### INFORMATION PROVIDED
***

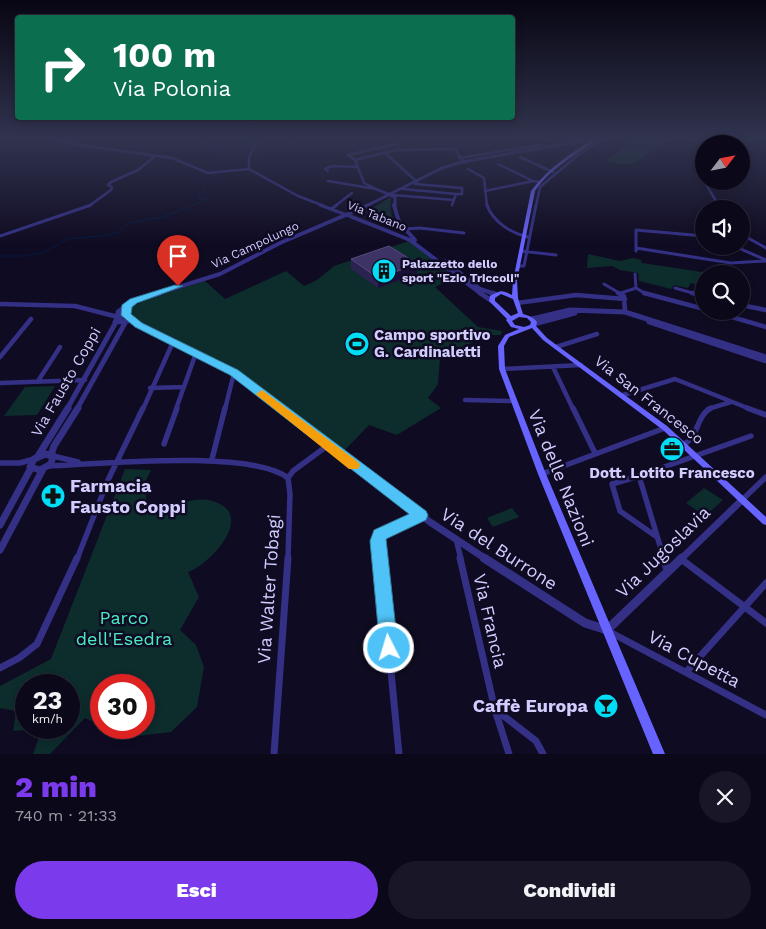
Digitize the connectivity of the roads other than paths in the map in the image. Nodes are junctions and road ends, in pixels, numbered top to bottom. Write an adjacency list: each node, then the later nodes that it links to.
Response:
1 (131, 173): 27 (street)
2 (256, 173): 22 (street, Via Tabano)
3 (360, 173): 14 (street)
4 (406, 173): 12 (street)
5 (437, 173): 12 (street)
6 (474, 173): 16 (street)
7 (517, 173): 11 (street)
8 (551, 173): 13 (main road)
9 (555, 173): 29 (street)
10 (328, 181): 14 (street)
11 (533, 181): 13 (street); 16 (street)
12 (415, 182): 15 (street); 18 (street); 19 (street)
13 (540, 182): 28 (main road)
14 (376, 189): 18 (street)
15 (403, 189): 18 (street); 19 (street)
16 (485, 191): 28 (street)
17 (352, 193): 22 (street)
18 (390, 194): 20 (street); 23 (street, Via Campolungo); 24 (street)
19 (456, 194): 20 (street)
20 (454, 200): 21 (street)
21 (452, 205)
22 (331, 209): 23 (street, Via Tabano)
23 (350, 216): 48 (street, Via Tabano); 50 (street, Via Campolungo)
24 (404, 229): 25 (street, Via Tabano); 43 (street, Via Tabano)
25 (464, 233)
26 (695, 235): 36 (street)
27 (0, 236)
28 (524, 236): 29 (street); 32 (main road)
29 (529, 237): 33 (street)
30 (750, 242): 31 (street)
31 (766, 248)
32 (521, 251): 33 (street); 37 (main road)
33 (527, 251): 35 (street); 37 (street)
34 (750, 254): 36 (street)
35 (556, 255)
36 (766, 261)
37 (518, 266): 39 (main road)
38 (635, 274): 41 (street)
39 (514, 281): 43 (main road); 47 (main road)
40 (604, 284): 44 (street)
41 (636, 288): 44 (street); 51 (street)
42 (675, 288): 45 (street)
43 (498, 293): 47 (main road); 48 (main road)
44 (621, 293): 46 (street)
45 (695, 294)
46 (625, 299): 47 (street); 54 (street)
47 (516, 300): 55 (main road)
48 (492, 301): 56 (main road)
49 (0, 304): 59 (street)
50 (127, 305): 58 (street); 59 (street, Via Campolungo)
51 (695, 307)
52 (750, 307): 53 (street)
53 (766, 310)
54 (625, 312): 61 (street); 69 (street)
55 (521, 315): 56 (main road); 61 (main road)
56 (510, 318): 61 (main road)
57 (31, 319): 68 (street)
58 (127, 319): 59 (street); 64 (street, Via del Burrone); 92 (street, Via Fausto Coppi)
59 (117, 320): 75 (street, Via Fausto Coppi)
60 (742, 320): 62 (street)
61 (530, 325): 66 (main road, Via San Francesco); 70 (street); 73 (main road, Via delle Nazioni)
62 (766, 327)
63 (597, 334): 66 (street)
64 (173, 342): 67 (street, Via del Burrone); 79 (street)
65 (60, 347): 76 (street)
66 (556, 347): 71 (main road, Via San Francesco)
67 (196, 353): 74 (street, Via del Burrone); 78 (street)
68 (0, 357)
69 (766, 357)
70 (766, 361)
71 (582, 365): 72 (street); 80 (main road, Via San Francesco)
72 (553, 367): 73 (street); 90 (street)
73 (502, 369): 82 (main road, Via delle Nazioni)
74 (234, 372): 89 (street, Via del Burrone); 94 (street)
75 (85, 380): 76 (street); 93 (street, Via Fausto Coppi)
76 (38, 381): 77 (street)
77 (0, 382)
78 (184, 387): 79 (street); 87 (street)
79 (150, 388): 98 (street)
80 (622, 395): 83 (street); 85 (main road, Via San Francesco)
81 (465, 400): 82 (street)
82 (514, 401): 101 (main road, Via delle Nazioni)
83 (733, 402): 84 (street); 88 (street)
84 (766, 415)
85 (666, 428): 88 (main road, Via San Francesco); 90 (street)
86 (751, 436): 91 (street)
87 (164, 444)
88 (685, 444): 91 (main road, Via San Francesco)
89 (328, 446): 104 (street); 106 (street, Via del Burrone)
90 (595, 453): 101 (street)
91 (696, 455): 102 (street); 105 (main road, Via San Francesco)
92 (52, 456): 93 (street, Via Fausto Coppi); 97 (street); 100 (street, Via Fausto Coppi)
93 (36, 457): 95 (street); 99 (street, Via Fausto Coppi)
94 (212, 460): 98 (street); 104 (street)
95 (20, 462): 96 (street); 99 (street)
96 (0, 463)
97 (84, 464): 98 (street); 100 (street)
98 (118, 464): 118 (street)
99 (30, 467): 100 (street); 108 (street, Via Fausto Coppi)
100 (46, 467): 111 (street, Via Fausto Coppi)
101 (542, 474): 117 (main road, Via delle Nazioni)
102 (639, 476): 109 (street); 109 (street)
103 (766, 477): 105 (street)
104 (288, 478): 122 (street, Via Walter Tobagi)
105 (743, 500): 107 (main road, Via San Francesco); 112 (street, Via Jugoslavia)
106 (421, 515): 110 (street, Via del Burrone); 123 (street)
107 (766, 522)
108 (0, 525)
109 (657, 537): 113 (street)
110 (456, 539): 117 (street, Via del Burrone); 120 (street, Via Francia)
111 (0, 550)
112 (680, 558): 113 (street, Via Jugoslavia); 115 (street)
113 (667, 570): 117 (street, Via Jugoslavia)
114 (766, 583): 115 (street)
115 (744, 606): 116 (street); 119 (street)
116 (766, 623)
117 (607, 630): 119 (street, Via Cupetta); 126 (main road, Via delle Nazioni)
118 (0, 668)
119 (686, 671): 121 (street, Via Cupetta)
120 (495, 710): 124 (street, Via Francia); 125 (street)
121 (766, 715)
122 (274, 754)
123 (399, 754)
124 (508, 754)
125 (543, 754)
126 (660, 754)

***

### TASK ITEM
Locate the word "Tabano" in the records and collect each line it appears in.

### OUTPUT FOR THIS TASK
2 (256, 173): 22 (street, Via Tabano)
22 (331, 209): 23 (street, Via Tabano)
23 (350, 216): 48 (street, Via Tabano); 50 (street, Via Campolungo)
24 (404, 229): 25 (street, Via Tabano); 43 (street, Via Tabano)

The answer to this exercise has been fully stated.